Figure 8 shows the absolute HR error distribution for each volunteer; again, the outliers were not included. Figure 9 is a Bland-Altman plot comparing the two measurement techniques (IRT and ground truth) for all 16 candidates. Here, the bias was −0.25 bpm and the limits of agreement ranged from −7.7 bpm to 7.2 bpm. Lastly, Figure 10 shows the HR estimated with thermal imaging (dashed line) and with PPG (solid line); the signals of this representative example are from subject number 2.

5. Discussion

Heart rate and respiratory rate are essential parameters for patient assessment. However, current measurement techniques require the attachment of sensors to the patients body, leading to discomfort, stress and even pain. We have presented a new approach for noninvasive and totally passive monitoring of both HR and RR rate using thermal imaging. The RR algorithm is based on temperature fluctuations around the nostrils during the respiratory cycle (inspiration/expiration), whereas the HR algorithm is based on the cyclical ejection of blood flow from the heart to the head, through the carotid arteries and thoracic aorta, that generally lead to periodic vertical movements of the head. To test the performance of our approach, a pilot study was conducted with 20 healthy volunteers. This was carried out under ideal conditions, i.e., the subjects were instructed to sit as still as possible during video acquisition to reduce the amount of motion artifacts. Each subject underwent two measurements: in phase A frontal view videos were recorded, and in phase B side views were recorded (i.e., a total of 40 recordings for the 20 subjects). Since the RR approach has already been validated in a similar way in [4], this discussion focuses mainly on the performance of the HR algorithm.
For assessment of RR, only the videos acquired in phase A were used. However, not all measurements could be considered in this validation. In the thermal videos of subjects 2, 13, 15 and 19 the nostrils were not visible because the camera orientation was above the subject’s eye level (high angle acquisition). For the remaining 16 subjects, Table 2 shows excellent agreement between IRT and piezoplethysmography, with a RMSE of 0.71 ± 0.30 breath/min and a mean relative error of 0.03 ± 0.01. These results are similar to those reported previously [4,31].
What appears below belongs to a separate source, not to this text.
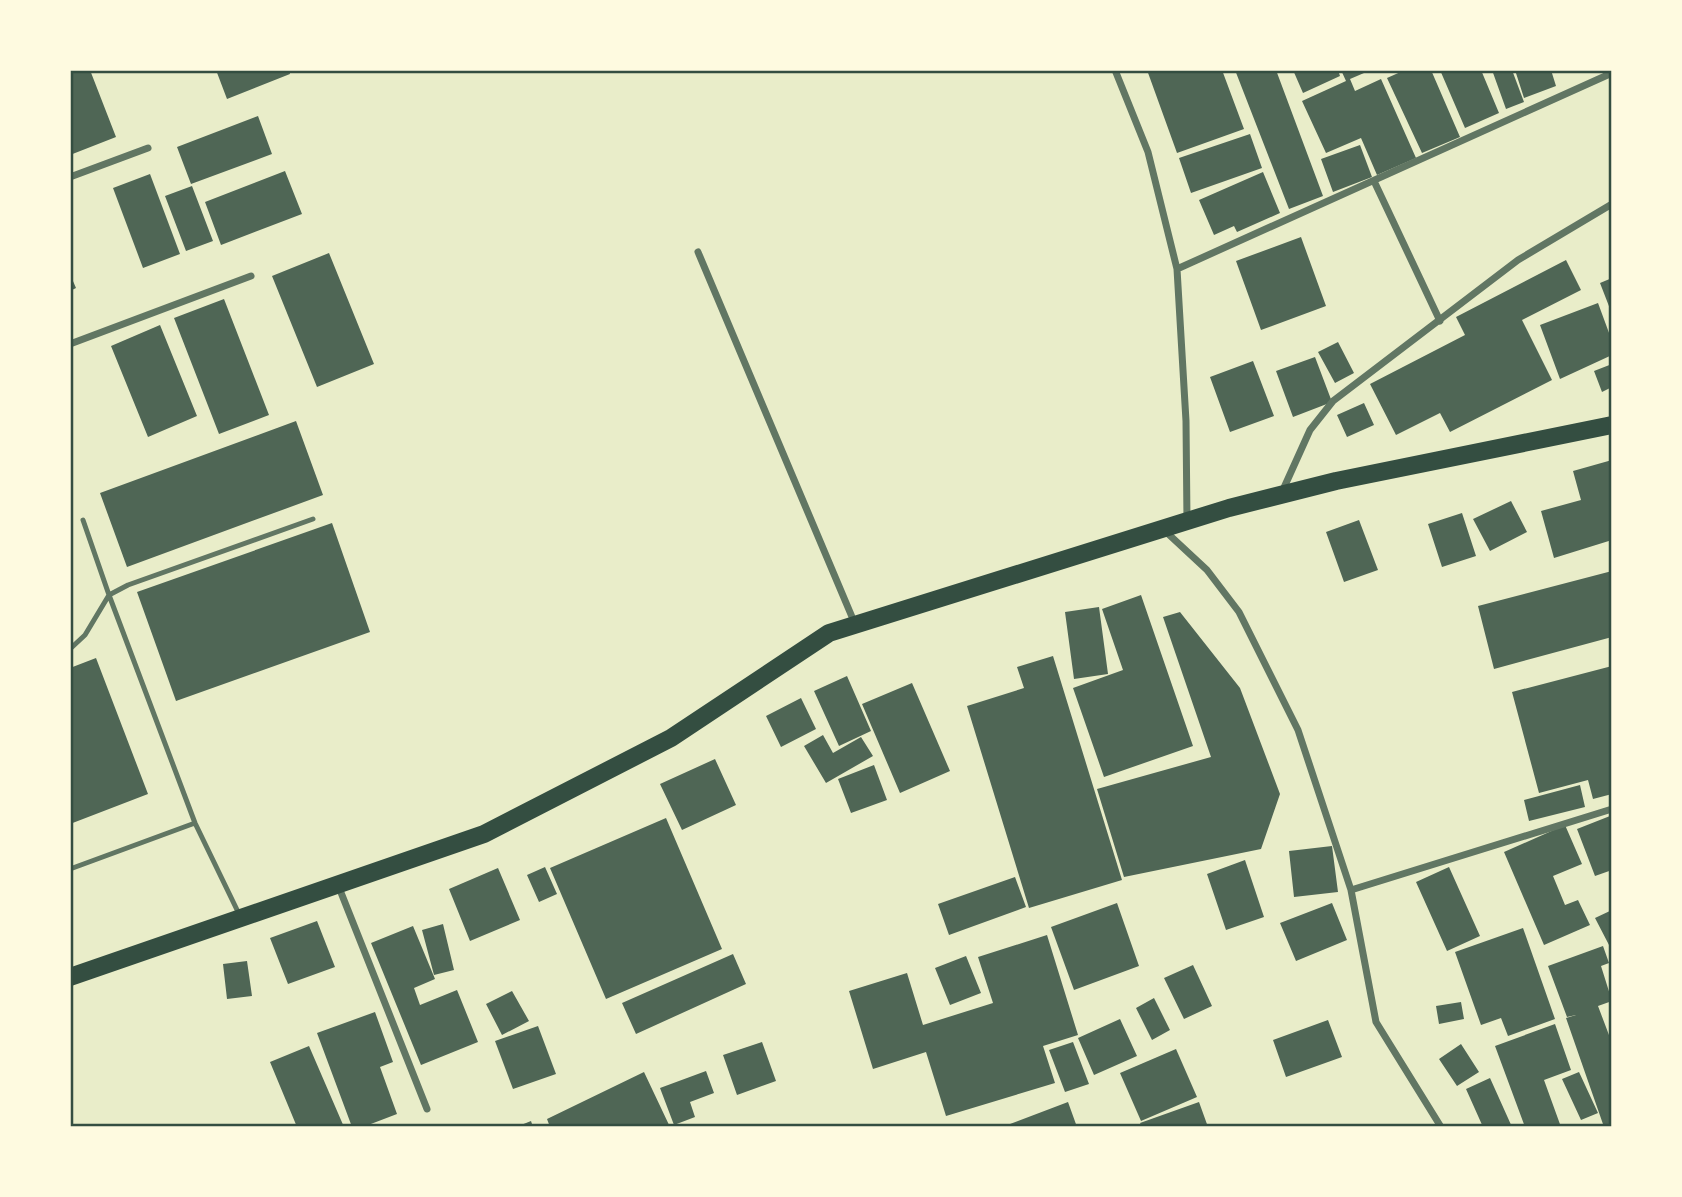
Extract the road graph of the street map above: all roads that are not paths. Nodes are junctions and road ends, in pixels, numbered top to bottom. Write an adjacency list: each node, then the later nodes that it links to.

For HR monitoring, a comparison was made between two different image acquisitions (frontal and side view videos). In side views, the contour of the chin is more pronounced due to the contrast between the foreground and background. In frontal views, the contrast between chin and neck is less prominent since they both present a similar temperature. Therefore, we analyzed both image acquisitions in order to examine whether side views might offer more accurate results.
Unfortunately, in this validation, not all thermal videos could be considered. For frontal acquisitions, data from subjects 8 and 10 had to be excluded as the ground truth contained many artifacts. For side acquisitions, only 16 datasets were available, i.e., due to technical difficulties, the ground truth from subjects 3, 5 and 20 were not recorded. In addition, the PPG signal from subject 10 contained many artifacts.
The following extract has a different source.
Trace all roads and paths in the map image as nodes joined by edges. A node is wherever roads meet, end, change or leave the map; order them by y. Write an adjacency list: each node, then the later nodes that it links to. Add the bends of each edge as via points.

For the recordings of both views, good results were obtained. Table 3 and Table 4 show excellent agreement between thermal imaging and the reference. The average RMSE for frontal acquisitions was 3.53 ± 1.53 bpm; the mean relative HR error was 0.04 ± 0.02 and the spread of error reached 0.08 ± 0.03. Similar results were obtained for the side view recordings; the RMSE stayed around 3.43 ± 1.61 bpm. The same applies to the mean HR relative error and the spread of the error; the former averaged 0.04 ± 0.01 and the latter was 0.08 ± 0.03. In both video acquisitions, the minimum error was found for subject 14. We believe that the strength of the ballistocardiographic movement differs between subjects, i.e., they can be affected by the subject’s anatomy, body mass index, posture during the measurement, age and (perhaps) even to gender.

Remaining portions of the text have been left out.